The changes makes exported graph hardware-friendly.

TICO-DCO-1.0-Signed-off-by: seongwoo mhs4670go@naver.com

mhs4670go · 2026-02-03T05:33:12Z

one-optimize issue

circle2circle got errors when running it with O1 option.

circle2circle: /home/seongwoo/ONE/compiler/luci/lang/src/Nodes/CircleConst.cpp:48: typename loco::DataTypeImpl<DT>::Type& luci::CircleConst::at(uint32_t) [with loco::DataType DT = loco::DataType::U4; typename loco::DataTypeImpl<DT>::Type = unsigned char; uint32_t = unsigned int]: Assertion `n < size<DT>()' failed.
[1]    2252871 abort (core dumped)  ~/ONE/build/compiler/circle2circle/circle2circle decoder_layer.q.circle

RMSNorm issue

This is not related with this PR but current main branch got errors. Seems that this was because of CircleRMSNorm.

circle2circle: ERROR: Optimized graph is invalid

When I tested this issue with TinyLlamaWithFusedRMSNorm test model, the error didn't happen.

stamalakhov · 2026-02-03T07:13:24Z

@mhs4670go
After rebasing your draft onto current main, and patching infer_dtype by:

 if (
        weight_val.within(0, 15)
        and zp_val.within(0, 15)
        and dtype == torch.uint8
        and weight.numel() > 1 #this prevents scalar multiplication to be quantized to `uint4`, while another input is quantized to `uint8`
    ):
        return "uint4"

i managed to run .../circle2circle ...decoder_layer.q.circle ...decoder_layer.q.opt.circle at least.
so you may test after rebasing to current main and setting default_dtype to 16 bits, .../circle2circle ...decoder_layer.q.circle ...decoder_layer.q.opt.circle runs successfully.

mhs4670go · 2026-02-03T07:24:36Z

After the patch, the error in the main branch has been resolved. But, current branch still got an error.

circle2circle: /home/seongwoo/ONE/compiler/luci/lang/src/Nodes/CircleConst.cpp:47: typename loco::DataTypeImpl<DT>::Type& luci::CircleConst::at(uint32_t) [with loco::DataType DT = loco::DataType::FLOAT32; typename loco::DataTypeImpl<DT>::Type = float; uint32_t = unsigned int]: Assertion `dtype() == DT' failed.

The error happened in ForwardTransposeOpPass pass in one-optimize. CircleMul node seems to be a problem.

Turns out that ForwardTransposeOpPass doesn't support uint8 dtype properly.

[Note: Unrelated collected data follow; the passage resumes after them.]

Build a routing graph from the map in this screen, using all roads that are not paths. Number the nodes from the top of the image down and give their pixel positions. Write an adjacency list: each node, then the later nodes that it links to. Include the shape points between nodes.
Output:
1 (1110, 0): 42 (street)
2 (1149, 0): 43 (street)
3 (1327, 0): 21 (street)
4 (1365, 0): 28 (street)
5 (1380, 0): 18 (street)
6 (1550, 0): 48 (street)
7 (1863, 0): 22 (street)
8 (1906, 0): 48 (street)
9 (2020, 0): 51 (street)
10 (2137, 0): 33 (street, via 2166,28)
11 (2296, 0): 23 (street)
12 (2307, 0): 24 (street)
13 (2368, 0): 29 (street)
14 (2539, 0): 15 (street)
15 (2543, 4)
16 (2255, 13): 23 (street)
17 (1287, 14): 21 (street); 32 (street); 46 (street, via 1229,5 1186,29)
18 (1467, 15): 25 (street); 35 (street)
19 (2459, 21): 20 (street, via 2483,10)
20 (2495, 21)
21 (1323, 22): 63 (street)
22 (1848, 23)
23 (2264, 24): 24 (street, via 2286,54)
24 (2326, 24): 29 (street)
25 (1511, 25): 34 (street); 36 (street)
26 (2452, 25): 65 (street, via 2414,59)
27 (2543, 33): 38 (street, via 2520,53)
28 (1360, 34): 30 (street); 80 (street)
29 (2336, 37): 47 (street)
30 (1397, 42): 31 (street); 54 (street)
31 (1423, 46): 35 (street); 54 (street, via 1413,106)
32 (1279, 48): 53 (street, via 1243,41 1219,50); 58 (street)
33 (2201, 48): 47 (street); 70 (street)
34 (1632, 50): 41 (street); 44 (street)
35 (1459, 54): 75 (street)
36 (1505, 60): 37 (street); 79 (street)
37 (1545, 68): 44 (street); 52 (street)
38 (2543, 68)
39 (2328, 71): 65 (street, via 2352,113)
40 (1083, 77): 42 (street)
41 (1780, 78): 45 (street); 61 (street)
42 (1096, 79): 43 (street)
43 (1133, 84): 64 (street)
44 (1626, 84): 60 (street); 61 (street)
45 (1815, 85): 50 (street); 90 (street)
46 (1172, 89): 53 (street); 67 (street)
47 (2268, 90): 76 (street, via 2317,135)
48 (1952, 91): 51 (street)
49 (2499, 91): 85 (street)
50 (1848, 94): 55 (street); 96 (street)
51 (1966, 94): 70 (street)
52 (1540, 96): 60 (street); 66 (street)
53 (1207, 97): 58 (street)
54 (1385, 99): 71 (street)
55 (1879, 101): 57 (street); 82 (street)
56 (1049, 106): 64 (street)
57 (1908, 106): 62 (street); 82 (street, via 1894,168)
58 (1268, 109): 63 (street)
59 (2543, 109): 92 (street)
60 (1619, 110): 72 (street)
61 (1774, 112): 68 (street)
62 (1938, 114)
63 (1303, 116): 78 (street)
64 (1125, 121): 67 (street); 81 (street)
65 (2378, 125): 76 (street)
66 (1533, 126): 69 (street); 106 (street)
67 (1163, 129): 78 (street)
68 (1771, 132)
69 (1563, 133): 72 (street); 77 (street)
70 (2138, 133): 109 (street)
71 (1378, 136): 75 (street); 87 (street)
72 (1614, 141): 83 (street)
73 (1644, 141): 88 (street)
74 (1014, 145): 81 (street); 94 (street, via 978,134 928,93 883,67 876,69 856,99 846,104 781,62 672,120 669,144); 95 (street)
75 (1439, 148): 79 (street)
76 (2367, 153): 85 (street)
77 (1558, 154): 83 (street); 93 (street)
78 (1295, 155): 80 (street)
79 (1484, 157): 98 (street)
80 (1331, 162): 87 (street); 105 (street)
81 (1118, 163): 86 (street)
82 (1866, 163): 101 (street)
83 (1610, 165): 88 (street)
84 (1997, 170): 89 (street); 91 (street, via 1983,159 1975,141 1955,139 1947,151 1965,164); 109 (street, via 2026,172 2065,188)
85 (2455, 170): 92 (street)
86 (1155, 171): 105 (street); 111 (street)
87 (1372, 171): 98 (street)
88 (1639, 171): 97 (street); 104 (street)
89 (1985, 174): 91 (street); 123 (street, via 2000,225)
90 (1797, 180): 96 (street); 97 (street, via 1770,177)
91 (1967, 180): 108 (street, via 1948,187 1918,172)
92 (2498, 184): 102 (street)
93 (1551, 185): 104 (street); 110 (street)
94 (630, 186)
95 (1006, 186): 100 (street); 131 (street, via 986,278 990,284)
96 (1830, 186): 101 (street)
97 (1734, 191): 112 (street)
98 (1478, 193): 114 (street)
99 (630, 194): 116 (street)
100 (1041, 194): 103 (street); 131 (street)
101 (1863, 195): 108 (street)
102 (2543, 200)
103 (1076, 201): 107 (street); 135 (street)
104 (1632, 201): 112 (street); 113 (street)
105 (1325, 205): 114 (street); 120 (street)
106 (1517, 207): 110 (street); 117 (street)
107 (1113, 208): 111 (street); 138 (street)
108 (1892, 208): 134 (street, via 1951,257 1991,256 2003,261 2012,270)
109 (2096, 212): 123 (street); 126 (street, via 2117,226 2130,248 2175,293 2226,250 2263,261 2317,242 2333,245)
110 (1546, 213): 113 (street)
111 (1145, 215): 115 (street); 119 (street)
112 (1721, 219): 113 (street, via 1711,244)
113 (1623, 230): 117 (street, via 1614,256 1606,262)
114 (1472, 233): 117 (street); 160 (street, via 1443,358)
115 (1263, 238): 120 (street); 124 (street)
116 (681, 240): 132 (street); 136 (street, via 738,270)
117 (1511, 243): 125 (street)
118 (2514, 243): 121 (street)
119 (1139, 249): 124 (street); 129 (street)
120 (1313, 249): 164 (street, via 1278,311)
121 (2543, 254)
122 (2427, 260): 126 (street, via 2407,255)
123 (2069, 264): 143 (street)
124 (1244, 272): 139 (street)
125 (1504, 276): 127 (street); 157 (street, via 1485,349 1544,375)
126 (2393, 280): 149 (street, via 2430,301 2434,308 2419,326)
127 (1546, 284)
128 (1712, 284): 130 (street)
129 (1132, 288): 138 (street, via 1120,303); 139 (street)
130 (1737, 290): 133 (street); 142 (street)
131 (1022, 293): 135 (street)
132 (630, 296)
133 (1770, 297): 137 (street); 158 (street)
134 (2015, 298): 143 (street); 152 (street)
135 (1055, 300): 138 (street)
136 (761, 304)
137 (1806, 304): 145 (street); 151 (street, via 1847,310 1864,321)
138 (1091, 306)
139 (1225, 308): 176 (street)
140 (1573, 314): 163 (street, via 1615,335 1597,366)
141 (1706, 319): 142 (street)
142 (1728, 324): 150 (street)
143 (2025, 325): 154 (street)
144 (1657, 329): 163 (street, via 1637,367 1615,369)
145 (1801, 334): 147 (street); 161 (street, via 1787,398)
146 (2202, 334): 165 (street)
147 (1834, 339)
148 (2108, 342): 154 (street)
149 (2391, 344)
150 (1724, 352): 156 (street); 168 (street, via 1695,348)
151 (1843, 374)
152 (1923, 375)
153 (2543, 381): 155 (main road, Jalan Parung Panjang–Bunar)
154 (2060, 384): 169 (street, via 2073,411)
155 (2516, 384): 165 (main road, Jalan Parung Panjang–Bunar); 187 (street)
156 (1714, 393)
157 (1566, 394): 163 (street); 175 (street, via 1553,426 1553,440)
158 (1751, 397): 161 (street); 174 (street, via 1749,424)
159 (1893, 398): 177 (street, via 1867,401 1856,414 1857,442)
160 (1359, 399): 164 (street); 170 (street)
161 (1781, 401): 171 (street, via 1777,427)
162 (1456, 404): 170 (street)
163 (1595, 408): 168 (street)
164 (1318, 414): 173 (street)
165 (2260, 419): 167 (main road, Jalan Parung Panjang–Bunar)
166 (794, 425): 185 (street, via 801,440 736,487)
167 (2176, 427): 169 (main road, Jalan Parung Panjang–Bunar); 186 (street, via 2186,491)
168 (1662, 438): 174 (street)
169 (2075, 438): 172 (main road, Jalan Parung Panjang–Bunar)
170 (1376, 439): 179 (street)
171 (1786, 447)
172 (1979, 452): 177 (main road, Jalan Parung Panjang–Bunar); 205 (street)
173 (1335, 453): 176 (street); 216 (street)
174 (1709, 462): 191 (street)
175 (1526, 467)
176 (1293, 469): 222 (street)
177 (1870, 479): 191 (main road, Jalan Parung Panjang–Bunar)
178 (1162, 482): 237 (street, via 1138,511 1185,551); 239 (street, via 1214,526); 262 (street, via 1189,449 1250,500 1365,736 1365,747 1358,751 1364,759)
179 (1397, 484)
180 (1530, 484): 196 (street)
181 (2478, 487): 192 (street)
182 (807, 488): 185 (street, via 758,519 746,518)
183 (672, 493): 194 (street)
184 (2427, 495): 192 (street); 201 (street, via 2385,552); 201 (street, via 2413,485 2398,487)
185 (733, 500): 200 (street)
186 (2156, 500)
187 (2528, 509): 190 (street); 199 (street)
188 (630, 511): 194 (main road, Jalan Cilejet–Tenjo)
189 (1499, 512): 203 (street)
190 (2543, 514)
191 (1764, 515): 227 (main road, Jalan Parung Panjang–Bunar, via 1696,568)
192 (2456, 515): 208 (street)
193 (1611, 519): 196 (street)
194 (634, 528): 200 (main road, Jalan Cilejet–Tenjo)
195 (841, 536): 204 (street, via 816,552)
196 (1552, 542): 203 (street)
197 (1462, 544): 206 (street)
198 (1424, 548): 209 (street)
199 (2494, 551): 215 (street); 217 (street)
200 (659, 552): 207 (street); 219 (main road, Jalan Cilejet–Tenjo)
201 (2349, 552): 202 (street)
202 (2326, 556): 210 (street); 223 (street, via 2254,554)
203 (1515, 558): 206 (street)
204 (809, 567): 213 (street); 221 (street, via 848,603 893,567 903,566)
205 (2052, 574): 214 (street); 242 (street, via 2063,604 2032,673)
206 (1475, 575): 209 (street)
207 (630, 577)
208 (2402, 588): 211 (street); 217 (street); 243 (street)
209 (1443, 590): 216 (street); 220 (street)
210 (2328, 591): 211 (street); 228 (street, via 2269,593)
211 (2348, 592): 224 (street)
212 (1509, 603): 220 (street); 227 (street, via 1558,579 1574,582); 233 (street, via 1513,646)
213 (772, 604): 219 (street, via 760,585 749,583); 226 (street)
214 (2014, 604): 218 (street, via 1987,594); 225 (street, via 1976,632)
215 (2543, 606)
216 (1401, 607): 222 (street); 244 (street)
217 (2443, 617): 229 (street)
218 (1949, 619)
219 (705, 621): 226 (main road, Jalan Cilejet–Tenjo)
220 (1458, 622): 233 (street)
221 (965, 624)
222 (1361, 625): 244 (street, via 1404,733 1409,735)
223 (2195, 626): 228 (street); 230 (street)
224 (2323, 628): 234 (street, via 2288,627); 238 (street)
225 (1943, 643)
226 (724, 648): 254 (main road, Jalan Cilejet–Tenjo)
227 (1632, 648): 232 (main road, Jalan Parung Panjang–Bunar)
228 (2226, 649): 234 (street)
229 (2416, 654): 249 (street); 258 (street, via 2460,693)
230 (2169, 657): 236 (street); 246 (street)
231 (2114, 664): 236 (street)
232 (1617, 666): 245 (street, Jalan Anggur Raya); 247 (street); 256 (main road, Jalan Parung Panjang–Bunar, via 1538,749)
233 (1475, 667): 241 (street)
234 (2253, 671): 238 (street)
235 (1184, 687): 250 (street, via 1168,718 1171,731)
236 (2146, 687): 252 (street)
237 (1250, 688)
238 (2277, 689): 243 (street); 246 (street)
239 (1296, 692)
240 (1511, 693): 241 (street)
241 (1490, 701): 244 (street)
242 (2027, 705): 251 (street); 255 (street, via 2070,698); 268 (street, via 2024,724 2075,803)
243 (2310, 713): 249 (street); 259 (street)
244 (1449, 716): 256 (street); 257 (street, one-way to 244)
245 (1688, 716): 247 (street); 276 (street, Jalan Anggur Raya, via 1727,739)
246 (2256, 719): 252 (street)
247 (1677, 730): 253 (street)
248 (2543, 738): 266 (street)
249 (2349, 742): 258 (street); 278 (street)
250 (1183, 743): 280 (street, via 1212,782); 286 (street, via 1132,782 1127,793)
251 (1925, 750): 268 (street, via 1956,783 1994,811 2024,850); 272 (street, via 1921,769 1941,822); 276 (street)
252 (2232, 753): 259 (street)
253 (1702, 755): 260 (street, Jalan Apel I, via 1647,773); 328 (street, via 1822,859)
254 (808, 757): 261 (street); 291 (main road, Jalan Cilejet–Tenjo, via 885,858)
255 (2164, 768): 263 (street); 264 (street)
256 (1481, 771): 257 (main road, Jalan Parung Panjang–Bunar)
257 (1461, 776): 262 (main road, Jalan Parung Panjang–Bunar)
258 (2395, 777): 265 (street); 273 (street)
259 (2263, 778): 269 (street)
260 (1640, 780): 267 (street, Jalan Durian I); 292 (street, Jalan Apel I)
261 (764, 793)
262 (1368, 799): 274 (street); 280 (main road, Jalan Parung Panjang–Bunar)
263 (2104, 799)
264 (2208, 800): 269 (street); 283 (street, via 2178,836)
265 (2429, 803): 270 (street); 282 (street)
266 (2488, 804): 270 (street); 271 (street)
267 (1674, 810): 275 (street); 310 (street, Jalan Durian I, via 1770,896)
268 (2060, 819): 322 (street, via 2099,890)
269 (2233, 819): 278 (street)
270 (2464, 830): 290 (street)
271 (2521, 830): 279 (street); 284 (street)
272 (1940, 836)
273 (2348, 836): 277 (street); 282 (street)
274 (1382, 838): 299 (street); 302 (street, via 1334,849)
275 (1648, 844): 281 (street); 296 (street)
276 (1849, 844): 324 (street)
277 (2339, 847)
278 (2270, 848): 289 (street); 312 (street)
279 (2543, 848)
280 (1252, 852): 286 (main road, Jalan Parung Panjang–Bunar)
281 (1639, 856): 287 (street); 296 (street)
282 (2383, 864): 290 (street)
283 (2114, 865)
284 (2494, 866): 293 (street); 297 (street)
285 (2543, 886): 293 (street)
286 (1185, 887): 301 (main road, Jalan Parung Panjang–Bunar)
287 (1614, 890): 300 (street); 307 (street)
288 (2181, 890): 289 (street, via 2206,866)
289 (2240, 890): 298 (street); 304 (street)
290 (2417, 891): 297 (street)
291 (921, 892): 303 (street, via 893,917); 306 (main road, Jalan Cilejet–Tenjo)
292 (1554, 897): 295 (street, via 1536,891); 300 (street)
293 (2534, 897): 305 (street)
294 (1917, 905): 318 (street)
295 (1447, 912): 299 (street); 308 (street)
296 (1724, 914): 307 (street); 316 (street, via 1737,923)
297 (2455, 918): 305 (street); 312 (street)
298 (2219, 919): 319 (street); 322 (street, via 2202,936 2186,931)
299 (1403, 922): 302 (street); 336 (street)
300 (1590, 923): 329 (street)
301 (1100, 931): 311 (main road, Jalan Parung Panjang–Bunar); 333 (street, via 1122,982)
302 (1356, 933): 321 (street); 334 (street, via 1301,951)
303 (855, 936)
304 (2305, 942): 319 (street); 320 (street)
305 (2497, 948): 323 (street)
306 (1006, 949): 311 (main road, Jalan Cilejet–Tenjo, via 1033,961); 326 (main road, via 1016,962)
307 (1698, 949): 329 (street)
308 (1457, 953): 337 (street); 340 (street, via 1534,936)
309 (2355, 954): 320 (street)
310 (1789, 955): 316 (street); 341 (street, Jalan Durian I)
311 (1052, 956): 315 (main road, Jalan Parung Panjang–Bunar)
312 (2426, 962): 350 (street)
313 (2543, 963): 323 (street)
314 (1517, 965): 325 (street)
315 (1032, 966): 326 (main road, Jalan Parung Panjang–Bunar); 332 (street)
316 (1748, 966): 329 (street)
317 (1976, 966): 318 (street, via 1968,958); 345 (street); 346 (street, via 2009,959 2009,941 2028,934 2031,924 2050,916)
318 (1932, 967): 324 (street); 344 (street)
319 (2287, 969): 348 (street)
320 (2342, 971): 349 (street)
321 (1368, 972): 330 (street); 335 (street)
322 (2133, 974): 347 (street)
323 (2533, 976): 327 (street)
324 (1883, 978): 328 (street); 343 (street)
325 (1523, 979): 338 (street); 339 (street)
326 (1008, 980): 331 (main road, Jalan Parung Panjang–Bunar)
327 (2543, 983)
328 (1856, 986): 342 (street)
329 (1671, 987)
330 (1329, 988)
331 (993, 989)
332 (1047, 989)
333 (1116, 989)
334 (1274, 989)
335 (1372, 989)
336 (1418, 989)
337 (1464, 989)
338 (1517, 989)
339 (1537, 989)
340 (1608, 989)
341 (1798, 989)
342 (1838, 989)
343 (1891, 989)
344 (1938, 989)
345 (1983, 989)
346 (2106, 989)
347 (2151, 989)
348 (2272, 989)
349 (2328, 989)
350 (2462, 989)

stamalakhov · 2026-02-03T08:16:52Z

ForwardTransposeOpPass

@mhs4670go
I'm not sure but BroadcastTo seems to may be the problem (its output is float32 while its input is uint8).

mhs4670go · 2026-02-03T08:26:39Z

@stamalakhov Ah, seems that below is a problem.

Turns out that ForwardTransposeOpPass doesn't support uint8 dtype properly.

Some passes hasn't considered quantized inputs. Maybe this is the case. I'll update the code soon.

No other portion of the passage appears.